Earl gray con Nadine, Premio Nobel de Literatura

05/12/2012 - 12:01 am

I

Es como llegar a casa de mi abuela. Entro por la cochera, saludo a un perro regordete que sería blanco pero parece gris y, sí, lo saludo primero a él porque él reclama su importancia cerrándome el paso y lamiéndome la mano.
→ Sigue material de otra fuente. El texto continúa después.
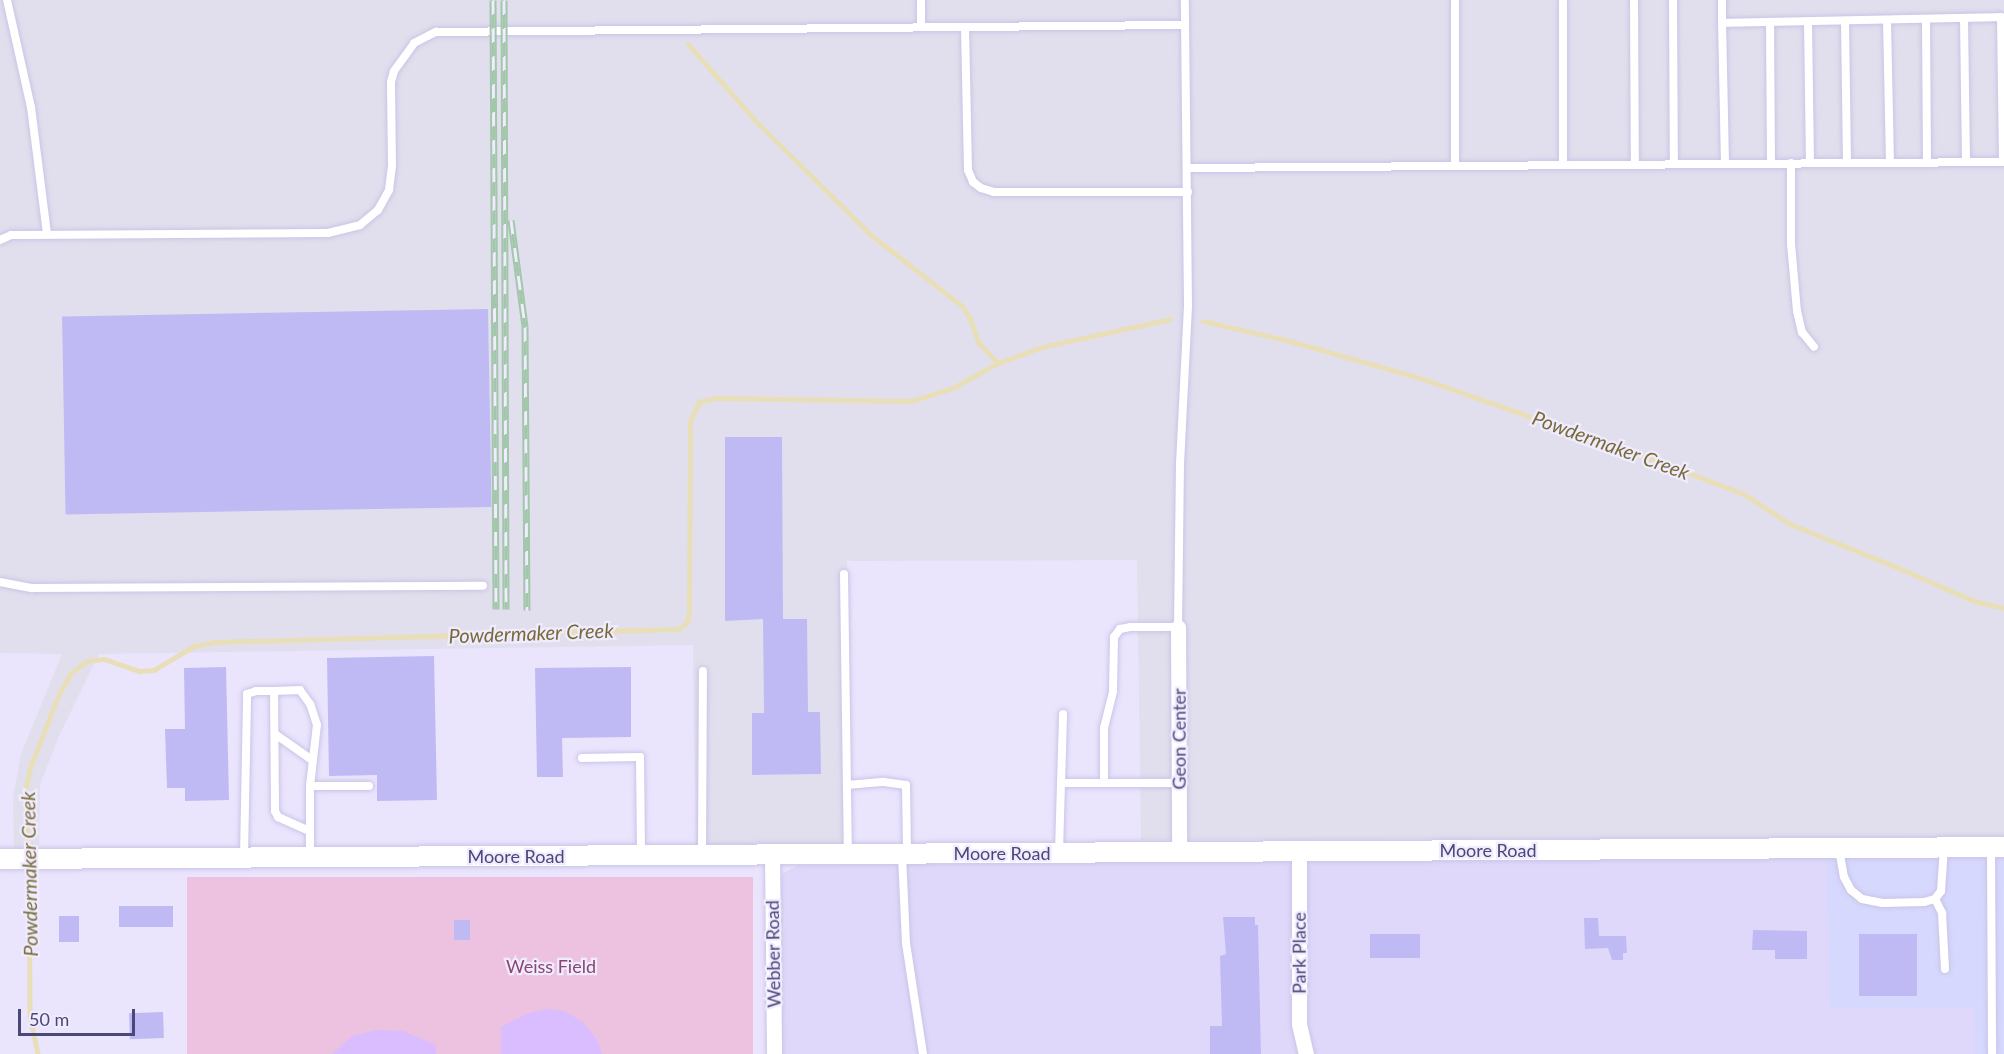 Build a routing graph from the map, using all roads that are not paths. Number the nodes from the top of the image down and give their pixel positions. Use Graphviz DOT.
graph roads {
  1 [pos="7,0"];
  2 [pos="921,0"];
  3 [pos="1185,0"];
  4 [pos="1455,0"];
  5 [pos="1634,0"];
  6 [pos="1673,0"];
  7 [pos="1722,0"];
  8 [pos="1563,2"];
  9 [pos="1964,18"];
  10 [pos="1926,19"];
  11 [pos="1887,20"];
  12 [pos="1808,21"];
  13 [pos="1845,21"];
  14 [pos="1770,22"];
  15 [pos="1722,23"];
  16 [pos="1185,25"];
  17 [pos="921,27"];
  18 [pos="965,27"];
  19 [pos="1890,162"];
  20 [pos="1927,162"];
  21 [pos="1966,162"];
  22 [pos="2003,162"];
  23 [pos="1772,163"];
  24 [pos="1791,163"];
  25 [pos="1810,163"];
  26 [pos="1847,163"];
  27 [pos="1563,164"];
  28 [pos="1635,164"];
  29 [pos="1674,164"];
  30 [pos="1725,164"];
  31 [pos="1455,165"];
  32 [pos="1188,168"];
  33 [pos="1188,192"];
  34 [pos="47,234"];
  35 [pos="0,240"];
  36 [pos="1814,347"];
  37 [pos="844,574"];
  38 [pos="0,582"];
  39 [pos="483,586"];
  40 [pos="1178,627"];
  41 [pos="702,671"];
  42 [pos="274,691"];
  43 [pos="1064,714"];
  44 [pos="275,734"];
  45 [pos="582,758"];
  46 [pos="312,760"];
  47 [pos="1061,783"];
  48 [pos="1104,783"];
  49 [pos="1179,783"];
  50 [pos="847,785"];
  51 [pos="310,786"];
  52 [pos="369,786"];
  53 [pos="310,831"];
  54 [pos="1944,847"];
  55 [pos="1998,847"];
  56 [pos="1839,848"];
  57 [pos="1179,851"];
  58 [pos="1299,851"];
  59 [pos="1059,852"];
  60 [pos="772,854"];
  61 [pos="848,854"];
  62 [pos="904,854"];
  63 [pos="641,855"];
  64 [pos="702,855"];
  65 [pos="244,857"];
  66 [pos="310,857"];
  67 [pos="0,859"];
  68 [pos="1935,899"];
  69 [pos="1945,969"];
  70 [pos="774,1054"];
  71 [pos="922,1054"];
  72 [pos="1306,1054"];
  73 [pos="1992,1054"];
  1 -- 34 [label="lane"];
  2 -- 17 [label="lane"];
  3 -- 16 [label="lane"];
  4 -- 31 [label="lane"];
  5 -- 28 [label="lane"];
  6 -- 29 [label="lane"];
  7 -- 15 [label="lane"];
  8 -- 27 [label="lane"];
  9 -- 10 [label="lane"];
  9 -- 21 [label="lane"];
  9 -- 22 [label="lane"];
  10 -- 11 [label="lane"];
  10 -- 20 [label="lane"];
  11 -- 13 [label="lane"];
  11 -- 19 [label="lane"];
  12 -- 13 [label="lane"];
  12 -- 14 [label="lane"];
  12 -- 25 [label="lane"];
  13 -- 26 [label="lane"];
  14 -- 15 [label="lane"];
  14 -- 23 [label="lane"];
  15 -- 30 [label="lane"];
  16 -- 18 [label="lane"];
  16 -- 32 [label="lane"];
  17 -- 18 [label="lane"];
  17 -- 34 [label="lane"];
  18 -- 33 [label="lane"];
  19 -- 20 [label="lane"];
  19 -- 26 [label="lane"];
  20 -- 21 [label="lane"];
  21 -- 22 [label="lane"];
  23 -- 24 [label="lane"];
  23 -- 30 [label="lane"];
  24 -- 25 [label="lane"];
  24 -- 36 [label="lane"];
  25 -- 26 [label="lane"];
  27 -- 28 [label="lane"];
  27 -- 31 [label="lane"];
  28 -- 29 [label="lane"];
  29 -- 30 [label="lane"];
  31 -- 32 [label="lane"];
  32 -- 33 [label="lane"];
  33 -- 40 [label="lane"];
  34 -- 35 [label="lane"];
  37 -- 50 [label="lane"];
  38 -- 39 [label="lane"];
  40 -- 48 [label="lane"];
  40 -- 49 [label="street, Geon Center"];
  41 -- 64 [label="lane"];
  42 -- 44 [label="lane"];
  42 -- 46 [label="lane"];
  42 -- 65 [label="lane"];
  43 -- 47 [label="lane"];
  44 -- 46 [label="lane"];
  44 -- 53 [label="lane"];
  45 -- 63 [label="lane"];
  46 -- 51 [label="lane"];
  47 -- 48 [label="lane"];
  47 -- 59 [label="lane"];
  48 -- 49 [label="lane"];
  49 -- 57 [label="street, Geon Center"];
  50 -- 61 [label="lane"];
  50 -- 62 [label="lane"];
  51 -- 52 [label="lane"];
  51 -- 53 [label="lane"];
  53 -- 66 [label="lane"];
  54 -- 55 [label="street, Moore Road"];
  54 -- 56 [label="street, Moore Road"];
  54 -- 68 [label="lane"];
  55 -- 73 [label="lane"];
  56 -- 58 [label="street, Moore Road"];
  56 -- 68 [label="lane"];
  57 -- 58 [label="street, Moore Road"];
  57 -- 59 [label="street, Moore Road"];
  58 -- 72 [label="street, Park Place"];
  59 -- 62 [label="street, Moore Road"];
  60 -- 61 [label="street, Moore Road"];
  60 -- 64 [label="street, Moore Road"];
  60 -- 70 [label="street, Webber Road"];
  61 -- 62 [label="street, Moore Road"];
  62 -- 71 [label="lane"];
  63 -- 64 [label="street, Moore Road"];
  63 -- 66 [label="street, Moore Road"];
  65 -- 66 [label="street, Moore Road"];
  65 -- 67 [label="street, Moore Road"];
  68 -- 69 [label="lane"];
}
Nadine lo llama. Entro a la cocina y digo “buenas tardes” a un hombre y a una mujer que están recargados contra el pretil de un fregadero que, de hecho, tiene el mismo estilo de casa de mi abuela: los anaqueles de madera pintada color ostión, la estufa vieja, el escurridor de los trastes… Me excuso de no dar la mano por obvias y perrunas razones. Risas. Nadine me da un beso y también, como mi abuelita, me pide disculpas por no hacerme pasar por la puerta principal.

–Desde el asalto que ya no la abro, ¿te conté?

Íbamos por el Periférico de la Ciudad de México rumbo a la UNAM, tres años antes. Y yo quería hablar de todo con ella pero las ideas me revoloteaban en la cabeza y no podía asir ninguna: ¿de qué hablas cuando por fin estás con la persona que has querido conocer desde los dieciséis años, porque cambió tu vida? No sólo te hizo sentir que la literatura servía para algo, sino que la vida servía para algo. Además intuí que mi inglés era más torpe que nunca. Miré sus manos. Dije:

–Ése anillo es plata mexicana, ¿cierto?

–I beg your pardon?

Tuve que repetirlo: efectivamente mi inglés estaba atroz. A finales de octubre de 2006, cuatro jóvenes entraron a su casa en Johannesburgo. Nadine tenía 82 años, casi 83. Y los jóvenes querían dinero, las llaves del auto, joyas. Cuatro jóvenes asaltando a una anciana en su casa. Mi abuela, nuestras abuelas. La amarraron. La encerraron en un cuarto. ¿Qué riqueza se puede encontrar en la casa de una abuela? Cuantimás si esa casa no es ostentosa, no está en un barrio de lujo. No es una casa pequeña, claro, porque es una casa antigua. Pero sí es una casa más chica que la de cualquier blanco en Sudáfrica.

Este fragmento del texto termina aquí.